In the whole southern world, the beckoning magic of the new colonial metropolis frames the mythic journey to the city. Such a city vends a dream of total freedom for the individual and the reasoning self, both organized around an ego so autonomous that it yields agency to nothing floating around in post-colonial societies, the journey to the city is a journey from a self buffeted by primordial passions and an authoritarian conscience-the village is seen as the repository of these-to a self identified with fully autonomous ego functions.

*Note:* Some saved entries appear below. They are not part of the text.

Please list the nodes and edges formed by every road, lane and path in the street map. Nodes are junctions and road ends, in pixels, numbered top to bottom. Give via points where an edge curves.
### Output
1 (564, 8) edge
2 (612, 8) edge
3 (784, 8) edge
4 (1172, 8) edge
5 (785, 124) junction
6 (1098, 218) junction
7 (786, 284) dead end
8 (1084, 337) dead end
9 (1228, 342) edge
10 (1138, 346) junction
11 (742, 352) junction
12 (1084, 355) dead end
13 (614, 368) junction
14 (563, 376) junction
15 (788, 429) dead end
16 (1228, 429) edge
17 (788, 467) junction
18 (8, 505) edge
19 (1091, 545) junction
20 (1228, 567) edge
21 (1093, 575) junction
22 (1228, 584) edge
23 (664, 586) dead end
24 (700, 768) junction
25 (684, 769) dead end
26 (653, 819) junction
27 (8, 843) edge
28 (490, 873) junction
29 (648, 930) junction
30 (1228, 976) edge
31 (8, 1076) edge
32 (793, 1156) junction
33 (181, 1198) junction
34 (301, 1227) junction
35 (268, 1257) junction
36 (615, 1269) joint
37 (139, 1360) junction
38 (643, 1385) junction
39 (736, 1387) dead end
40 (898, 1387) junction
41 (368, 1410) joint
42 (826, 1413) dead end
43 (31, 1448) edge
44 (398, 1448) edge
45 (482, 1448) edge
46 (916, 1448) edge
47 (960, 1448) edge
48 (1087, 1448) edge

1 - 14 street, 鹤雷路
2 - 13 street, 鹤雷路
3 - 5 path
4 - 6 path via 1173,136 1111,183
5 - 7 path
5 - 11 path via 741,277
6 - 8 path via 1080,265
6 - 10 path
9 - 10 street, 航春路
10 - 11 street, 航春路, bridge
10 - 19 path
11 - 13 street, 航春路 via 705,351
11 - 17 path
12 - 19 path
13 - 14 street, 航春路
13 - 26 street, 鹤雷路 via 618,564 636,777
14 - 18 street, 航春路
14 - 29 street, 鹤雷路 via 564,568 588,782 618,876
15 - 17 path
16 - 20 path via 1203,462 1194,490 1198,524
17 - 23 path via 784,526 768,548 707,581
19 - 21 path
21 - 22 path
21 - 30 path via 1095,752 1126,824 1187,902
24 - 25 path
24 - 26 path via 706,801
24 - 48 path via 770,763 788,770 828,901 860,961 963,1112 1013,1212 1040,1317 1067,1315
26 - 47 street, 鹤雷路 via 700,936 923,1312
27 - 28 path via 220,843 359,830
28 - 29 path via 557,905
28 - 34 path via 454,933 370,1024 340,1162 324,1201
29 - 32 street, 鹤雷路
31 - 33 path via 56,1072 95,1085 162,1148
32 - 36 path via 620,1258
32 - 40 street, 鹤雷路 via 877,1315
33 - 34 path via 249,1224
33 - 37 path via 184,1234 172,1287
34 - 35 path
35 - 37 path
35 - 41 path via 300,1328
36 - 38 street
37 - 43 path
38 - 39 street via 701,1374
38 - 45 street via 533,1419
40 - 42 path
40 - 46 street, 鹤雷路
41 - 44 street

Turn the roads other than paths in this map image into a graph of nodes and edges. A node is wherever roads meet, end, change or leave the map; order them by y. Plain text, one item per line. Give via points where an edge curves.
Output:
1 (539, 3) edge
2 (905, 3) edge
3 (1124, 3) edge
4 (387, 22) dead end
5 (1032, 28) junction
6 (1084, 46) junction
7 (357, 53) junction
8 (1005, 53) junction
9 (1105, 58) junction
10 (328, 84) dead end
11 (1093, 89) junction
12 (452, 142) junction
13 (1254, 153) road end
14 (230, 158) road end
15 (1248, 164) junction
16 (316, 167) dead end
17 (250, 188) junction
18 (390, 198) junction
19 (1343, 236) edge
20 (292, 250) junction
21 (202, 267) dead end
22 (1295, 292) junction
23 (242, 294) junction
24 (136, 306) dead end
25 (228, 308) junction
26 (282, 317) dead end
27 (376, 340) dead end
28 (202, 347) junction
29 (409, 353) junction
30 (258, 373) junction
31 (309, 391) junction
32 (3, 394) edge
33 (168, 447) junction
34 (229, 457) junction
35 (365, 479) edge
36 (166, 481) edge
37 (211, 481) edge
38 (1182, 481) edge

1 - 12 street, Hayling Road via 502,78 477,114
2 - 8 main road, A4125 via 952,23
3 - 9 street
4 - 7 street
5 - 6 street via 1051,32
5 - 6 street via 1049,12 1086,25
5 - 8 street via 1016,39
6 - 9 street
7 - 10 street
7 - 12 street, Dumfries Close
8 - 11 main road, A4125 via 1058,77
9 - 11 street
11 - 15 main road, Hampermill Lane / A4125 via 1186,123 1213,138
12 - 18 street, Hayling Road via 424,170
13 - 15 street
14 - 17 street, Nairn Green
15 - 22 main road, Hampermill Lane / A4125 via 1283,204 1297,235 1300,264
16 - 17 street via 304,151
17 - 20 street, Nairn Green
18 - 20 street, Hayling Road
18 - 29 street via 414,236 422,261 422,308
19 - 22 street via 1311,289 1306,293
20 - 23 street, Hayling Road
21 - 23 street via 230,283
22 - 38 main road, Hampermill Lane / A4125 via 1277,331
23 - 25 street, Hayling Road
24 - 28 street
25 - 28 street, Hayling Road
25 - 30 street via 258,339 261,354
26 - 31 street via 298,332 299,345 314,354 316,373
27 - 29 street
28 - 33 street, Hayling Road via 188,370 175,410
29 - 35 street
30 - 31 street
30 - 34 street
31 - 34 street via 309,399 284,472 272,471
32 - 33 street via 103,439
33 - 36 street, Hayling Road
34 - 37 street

This dream of the city usually comes with a cultivated forgetfulness about the violent record of the last hundred years, a record which shows the complicity of the secular city of citizenship, civility, and civic virtues with a particularly ruthless form of self-indulgent, unrestrained, asocial individualism. Such individualism shelters at its centre not the classical, potentially emancipatory Freudian ego, but an overly protected gilded ego that has only apparently shed its encumbrances. For it is now buffeted by another kind of primordiality-the crackpot rationality and objectivity in which the modern public self has specialized, and with which the seemingly autonomous Freudian ego of the western Homo psychologicus seems to be deceitfully in league. The imagined city in South Asia symbolizes the belated attempts of defeated civilizations to break into the hard 'realism' of the world of winner where, to stretch the metaphor of Ivan Illich, specialist skills in hydrology and water management transform the waters of dream into a scarce commodity called H2O.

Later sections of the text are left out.